Larva cylindrical, tapering at both ends, black, short-hairy, the body ornamented with orange spots; feeds in April and May on Corydalis mnemosyne typ. on C. halleri, C. cava, C. solida, concealed in day-time. Pupation in the ground in a loose cocoon; pupa thick, obtuse, hoary, luteous.

==Habits==
The clouded Apollo is locally common in some places in central Europe. The female lays whitish eggs with a granular surface. The caterpillar feeds only on sunny days, otherwise it is hidden under leaves or stones. The blunt-ended chrysalis lies on the ground in a light spun covering. The caterpillars feed exclusively on Corydalis species.
To prevent the continuing disappearance of this butterfly from many places in central Europe, it is now protected in some regions.
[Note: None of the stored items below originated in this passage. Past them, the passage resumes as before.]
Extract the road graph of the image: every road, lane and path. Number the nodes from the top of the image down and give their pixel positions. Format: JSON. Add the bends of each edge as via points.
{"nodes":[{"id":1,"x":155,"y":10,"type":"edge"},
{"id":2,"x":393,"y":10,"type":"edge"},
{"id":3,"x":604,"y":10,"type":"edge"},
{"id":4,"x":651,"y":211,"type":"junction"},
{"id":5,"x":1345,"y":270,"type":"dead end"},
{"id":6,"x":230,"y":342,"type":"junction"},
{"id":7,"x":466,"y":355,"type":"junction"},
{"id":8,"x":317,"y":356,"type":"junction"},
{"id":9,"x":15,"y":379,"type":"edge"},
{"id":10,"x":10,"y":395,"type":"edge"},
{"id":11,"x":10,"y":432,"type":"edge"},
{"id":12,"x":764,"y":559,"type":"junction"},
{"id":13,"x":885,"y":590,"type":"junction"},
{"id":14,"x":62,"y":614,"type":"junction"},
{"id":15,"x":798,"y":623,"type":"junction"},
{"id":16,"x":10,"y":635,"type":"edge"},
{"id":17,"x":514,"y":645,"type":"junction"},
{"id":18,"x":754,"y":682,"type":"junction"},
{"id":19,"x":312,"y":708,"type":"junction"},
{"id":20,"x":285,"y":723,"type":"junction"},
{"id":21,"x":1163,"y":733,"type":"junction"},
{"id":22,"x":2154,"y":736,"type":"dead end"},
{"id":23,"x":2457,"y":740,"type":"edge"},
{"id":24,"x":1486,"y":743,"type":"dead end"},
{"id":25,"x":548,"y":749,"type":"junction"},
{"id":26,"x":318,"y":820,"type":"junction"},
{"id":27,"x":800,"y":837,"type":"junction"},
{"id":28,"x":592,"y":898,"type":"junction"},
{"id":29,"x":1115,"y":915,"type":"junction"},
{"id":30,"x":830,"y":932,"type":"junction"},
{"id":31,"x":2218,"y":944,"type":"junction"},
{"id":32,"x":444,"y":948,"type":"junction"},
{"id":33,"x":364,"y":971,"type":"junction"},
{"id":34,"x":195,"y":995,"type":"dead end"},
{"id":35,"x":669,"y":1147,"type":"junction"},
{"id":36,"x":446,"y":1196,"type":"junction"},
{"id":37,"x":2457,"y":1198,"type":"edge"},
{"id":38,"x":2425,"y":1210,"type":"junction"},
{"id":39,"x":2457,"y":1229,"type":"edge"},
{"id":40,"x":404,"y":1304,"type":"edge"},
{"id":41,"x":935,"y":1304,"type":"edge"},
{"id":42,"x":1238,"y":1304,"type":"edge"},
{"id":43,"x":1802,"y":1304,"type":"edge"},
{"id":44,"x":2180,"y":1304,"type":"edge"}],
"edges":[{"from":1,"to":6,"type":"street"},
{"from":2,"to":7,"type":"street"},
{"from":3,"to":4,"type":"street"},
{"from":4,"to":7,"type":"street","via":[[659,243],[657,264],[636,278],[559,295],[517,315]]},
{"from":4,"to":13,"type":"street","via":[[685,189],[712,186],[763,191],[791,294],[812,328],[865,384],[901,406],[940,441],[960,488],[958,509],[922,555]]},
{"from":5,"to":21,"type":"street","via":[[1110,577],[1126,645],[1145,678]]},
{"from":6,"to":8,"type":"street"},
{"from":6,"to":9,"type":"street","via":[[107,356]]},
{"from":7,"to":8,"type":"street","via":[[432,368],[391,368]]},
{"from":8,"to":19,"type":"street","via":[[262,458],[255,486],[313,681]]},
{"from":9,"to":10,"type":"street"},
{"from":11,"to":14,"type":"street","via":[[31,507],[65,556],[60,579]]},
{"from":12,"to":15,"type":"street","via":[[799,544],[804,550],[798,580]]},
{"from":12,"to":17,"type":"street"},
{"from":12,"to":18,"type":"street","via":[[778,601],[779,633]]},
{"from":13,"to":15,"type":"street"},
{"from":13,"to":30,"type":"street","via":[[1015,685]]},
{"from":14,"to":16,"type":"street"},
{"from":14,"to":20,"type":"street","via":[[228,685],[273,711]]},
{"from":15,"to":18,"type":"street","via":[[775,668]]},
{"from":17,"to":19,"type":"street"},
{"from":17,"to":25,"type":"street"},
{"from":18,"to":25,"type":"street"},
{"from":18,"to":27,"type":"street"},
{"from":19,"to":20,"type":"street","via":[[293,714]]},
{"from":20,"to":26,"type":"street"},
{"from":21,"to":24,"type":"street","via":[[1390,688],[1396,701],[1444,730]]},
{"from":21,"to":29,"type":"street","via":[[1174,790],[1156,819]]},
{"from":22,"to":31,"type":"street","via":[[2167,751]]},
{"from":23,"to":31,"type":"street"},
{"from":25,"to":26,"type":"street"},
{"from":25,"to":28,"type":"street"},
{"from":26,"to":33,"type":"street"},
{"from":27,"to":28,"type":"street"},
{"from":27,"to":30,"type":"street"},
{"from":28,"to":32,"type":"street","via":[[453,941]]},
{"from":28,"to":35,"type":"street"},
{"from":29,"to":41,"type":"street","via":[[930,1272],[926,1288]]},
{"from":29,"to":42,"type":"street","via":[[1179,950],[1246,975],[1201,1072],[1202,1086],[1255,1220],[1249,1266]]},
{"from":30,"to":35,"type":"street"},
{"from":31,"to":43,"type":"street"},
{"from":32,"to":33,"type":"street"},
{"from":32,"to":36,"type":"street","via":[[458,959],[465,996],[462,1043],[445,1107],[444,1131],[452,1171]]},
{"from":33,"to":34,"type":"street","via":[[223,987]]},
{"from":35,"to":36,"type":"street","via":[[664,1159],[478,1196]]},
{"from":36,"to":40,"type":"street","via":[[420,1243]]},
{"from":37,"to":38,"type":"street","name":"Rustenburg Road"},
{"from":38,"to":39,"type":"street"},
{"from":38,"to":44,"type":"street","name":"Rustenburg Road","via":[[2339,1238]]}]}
They inhabit small patches and individuals move from patch to patch and conservation of a network of patches is required to maintain the gene pool.

==Etymology==
The species was named in the classical tradition for Mnemosyne, the mother of the nine Muses.

==Subspecies==
partial list See Global Biodiversity Information Facility for a more complete list of subspecies (mostly described by Hans Fruhstorfer,
Felix Bryk and Curt Eisner).

- Parnassius mnemosyne adamellicus
- Parnassius mnemosyne balcanica [Bryk & Eisner, 1930]
- Parnassius mnemosyne bucharanus [Bryk, 1912]
- Parnassius mnemosyne caucasia [Verity, [1911] ]
- Parnassius mnemosyne craspedontis [Fruhstorfer, 1909]
- Parnassius mnemosyne falsus [Pagenstecher, 1911]
- Parnassius mnemosyne giganteus [Staudinger, 1886]
- Parnassius mnemosyne leonhardiana [Fruhstorfer, 1917]
- Parnassius mnemosyne nivalis [Grose-Smith, 1908]
- Parnassius mnemosyne nubilosus [Christoph, 1873]
- Parnassius mnemosyne ochraceus [Austaut, 1891]
- Parnassius mnemosyne orientalis [Verity, 1911]
- Parnassius mnemosyne parnassia [Bryk, 1932]
- Parnassius mnemosyne problematicus [Bryk, 1912]
- Parnassius mnemosyne talboti [Bryk, 1932]
- Parnassius mnemosyne ucrainicus [Bryk & Eisner, 1932]
- Parnassius mnemosyne ugrjumovi [Bryk, 1914]
- Parnassius mnemosyne uralka [Bryk, 1921]
- Parnassius mnemosyne valentinae [Sheljuzhko, 1943]
- Parnassius mnemosyne weidingeri [Bryk & Eisner, 1932]

Philip R. Ackery provided a guide of the genera and species of the Parnassiae, as well as a list of subspecies types in the British Museum (Natural History).